Each line below should be repeated exactly, but no picture should be carried over.

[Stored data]
_ _ _ _ _ _ _

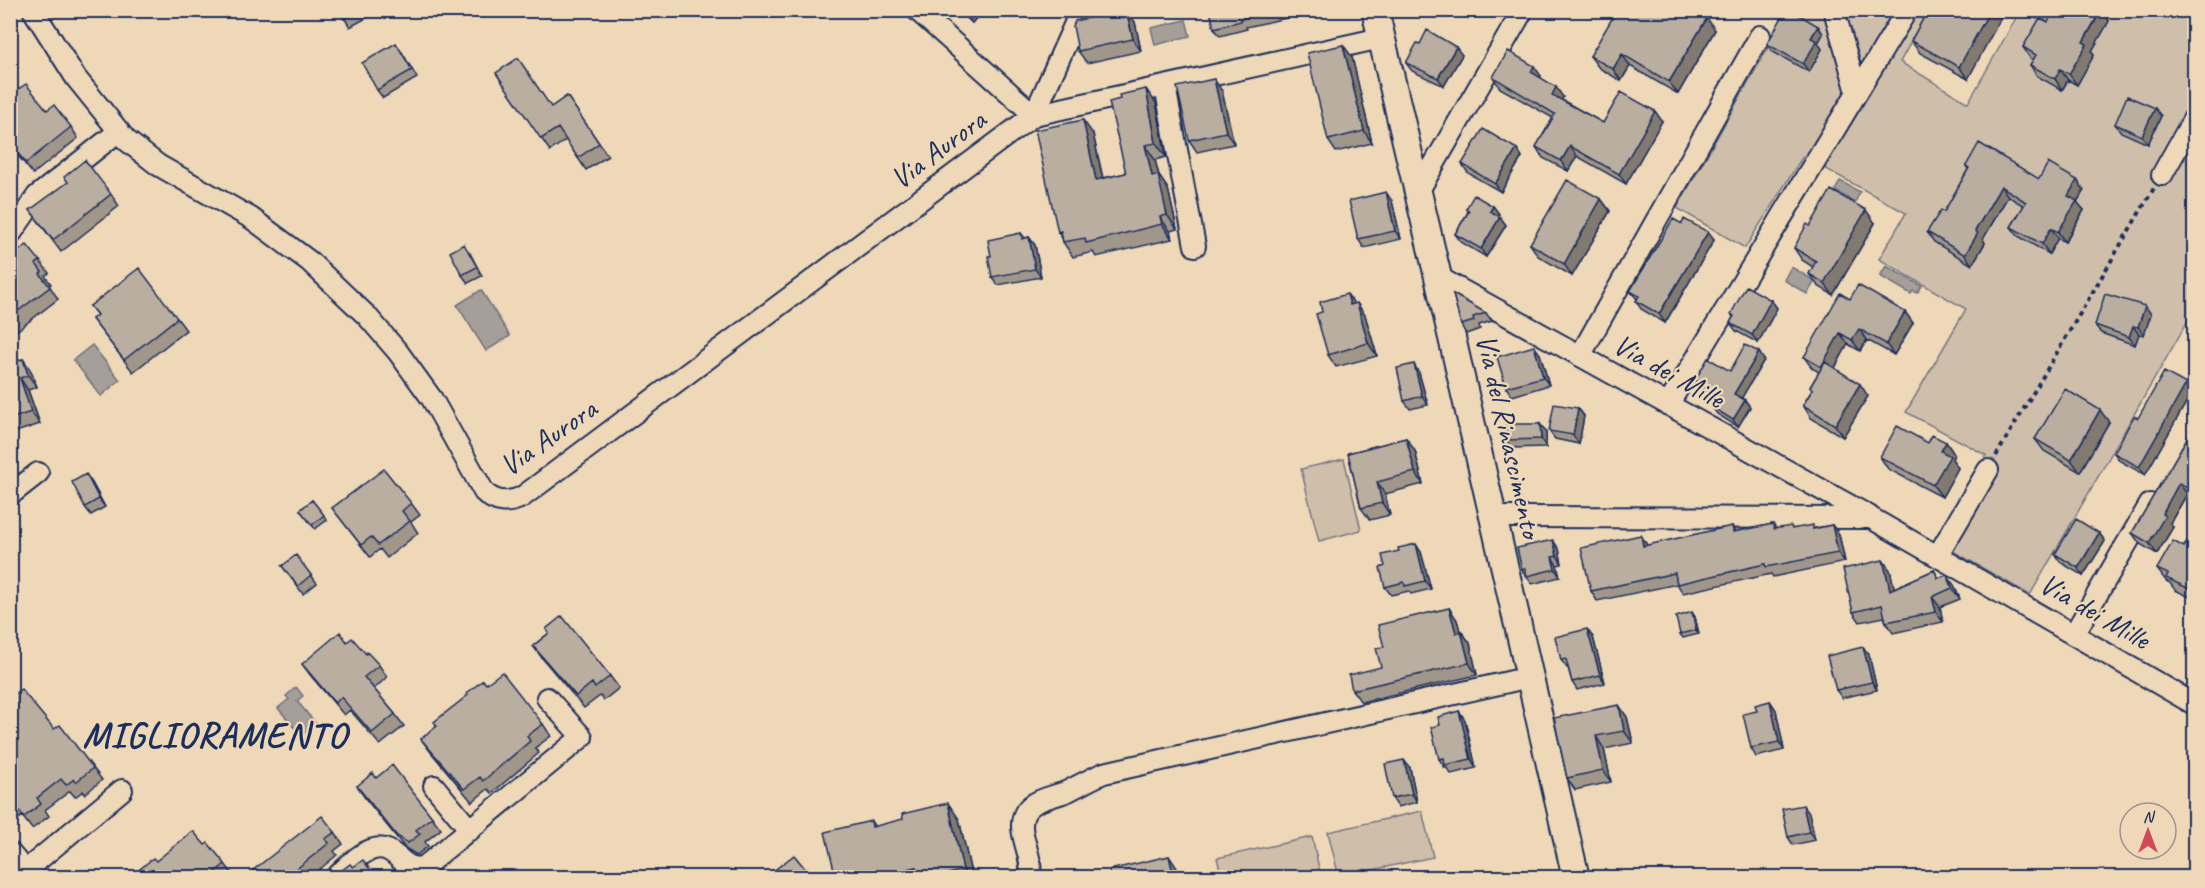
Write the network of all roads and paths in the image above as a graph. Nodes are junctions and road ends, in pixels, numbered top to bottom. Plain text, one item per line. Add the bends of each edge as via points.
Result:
1 (33, 10) edge
2 (916, 10) edge
3 (1081, 10) edge
4 (1375, 10) edge
5 (1523, 10) edge
6 (1834, 10) edge
7 (1906, 10) edge
8 (1760, 36) dead end
9 (1381, 38) junction
10 (1165, 86) junction
11 (1857, 92) junction
12 (1034, 115) junction
13 (2194, 118) edge
14 (118, 131) junction
15 (2162, 175) joint
16 (1418, 192) junction
17 (10, 236) edge
18 (1196, 246) dead end
19 (1438, 277) junction
20 (1580, 356) junction
21 (1668, 405) junction
22 (1988, 470) joint
23 (38, 473) dead end
24 (2160, 485) edge
25 (10, 495) edge
26 (1493, 517) junction
27 (1871, 518) junction
28 (1938, 555) junction
29 (2074, 634) junction
30 (1530, 677) junction
31 (547, 698) dead end
32 (2194, 702) edge
33 (434, 786) dead end
34 (122, 790) dead end
35 (470, 830) junction
36 (10, 853) edge
37 (28, 874) edge
38 (335, 878) edge
39 (1030, 878) edge
40 (1576, 878) edge

1 - 14 street, Via Aurora via 69,68
2 - 12 street
3 - 12 street, Via Aurora
4 - 9 street, Via del Rinascimento
5 - 16 street
6 - 11 street
7 - 11 street
8 - 20 street
9 - 10 street
9 - 16 street, Via del Rinascimento
10 - 12 street
10 - 18 street
11 - 21 street
12 - 14 street, Via Aurora via 522,496 508,502 484,492 421,382 367,316 330,280 251,218 158,165
13 - 15 street
14 - 17 street via 37,196
15 - 22 path
16 - 19 street, Via del Rinascimento
19 - 20 street, Via dei Mille
19 - 26 street, Via del Rinascimento
20 - 21 street, Via dei Mille
21 - 27 street, Via dei Mille
22 - 28 street
23 - 25 street
24 - 29 street
26 - 27 street, Via dei Mille
26 - 30 street, Via del Rinascimento
27 - 28 street, Via dei Mille
28 - 29 street, Via dei Mille
29 - 32 street, Via dei Mille
30 - 39 street via 1095,776 1065,793 1038,801 1024,814 1022,825
30 - 40 street, Via del Rinascimento
31 - 35 street via 589,732
33 - 35 street
34 - 37 street
35 - 38 street via 420,868 405,865 392,851 378,848 365,853
36 - 37 street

_ _ _ _ _ _ _

_Response below_.
Write the network of all roads and paths in the image above as a graph. Nodes are junctions and road ends, in pixels, numbered top to bottom. Plain text, one item per line. Add the bends of each edge as via points.
Result:
1 (33, 10) edge
2 (916, 10) edge
3 (1081, 10) edge
4 (1375, 10) edge
5 (1523, 10) edge
6 (1834, 10) edge
7 (1906, 10) edge
8 (1760, 36) dead end
9 (1381, 38) junction
10 (1165, 86) junction
11 (1857, 92) junction
12 (1034, 115) junction
13 (2194, 118) edge
14 (118, 131) junction
15 (2162, 175) joint
16 (1418, 192) junction
17 (10, 236) edge
18 (1196, 246) dead end
19 (1438, 277) junction
20 (1580, 356) junction
21 (1668, 405) junction
22 (1988, 470) joint
23 (38, 473) dead end
24 (2160, 485) edge
25 (10, 495) edge
26 (1493, 517) junction
27 (1871, 518) junction
28 (1938, 555) junction
29 (2074, 634) junction
30 (1530, 677) junction
31 (547, 698) dead end
32 (2194, 702) edge
33 (434, 786) dead end
34 (122, 790) dead end
35 (470, 830) junction
36 (10, 853) edge
37 (28, 874) edge
38 (335, 878) edge
39 (1030, 878) edge
40 (1576, 878) edge

1 - 14 street, Via Aurora via 69,68
2 - 12 street
3 - 12 street, Via Aurora
4 - 9 street, Via del Rinascimento
5 - 16 street
6 - 11 street
7 - 11 street
8 - 20 street
9 - 10 street
9 - 16 street, Via del Rinascimento
10 - 12 street
10 - 18 street
11 - 21 street
12 - 14 street, Via Aurora via 522,496 508,502 484,492 421,382 367,316 330,280 251,218 158,165
13 - 15 street
14 - 17 street via 37,196
15 - 22 path
16 - 19 street, Via del Rinascimento
19 - 20 street, Via dei Mille
19 - 26 street, Via del Rinascimento
20 - 21 street, Via dei Mille
21 - 27 street, Via dei Mille
22 - 28 street
23 - 25 street
24 - 29 street
26 - 27 street, Via dei Mille
26 - 30 street, Via del Rinascimento
27 - 28 street, Via dei Mille
28 - 29 street, Via dei Mille
29 - 32 street, Via dei Mille
30 - 39 street via 1095,776 1065,793 1038,801 1024,814 1022,825
30 - 40 street, Via del Rinascimento
31 - 35 street via 589,732
33 - 35 street
34 - 37 street
35 - 38 street via 420,868 405,865 392,851 378,848 365,853
36 - 37 street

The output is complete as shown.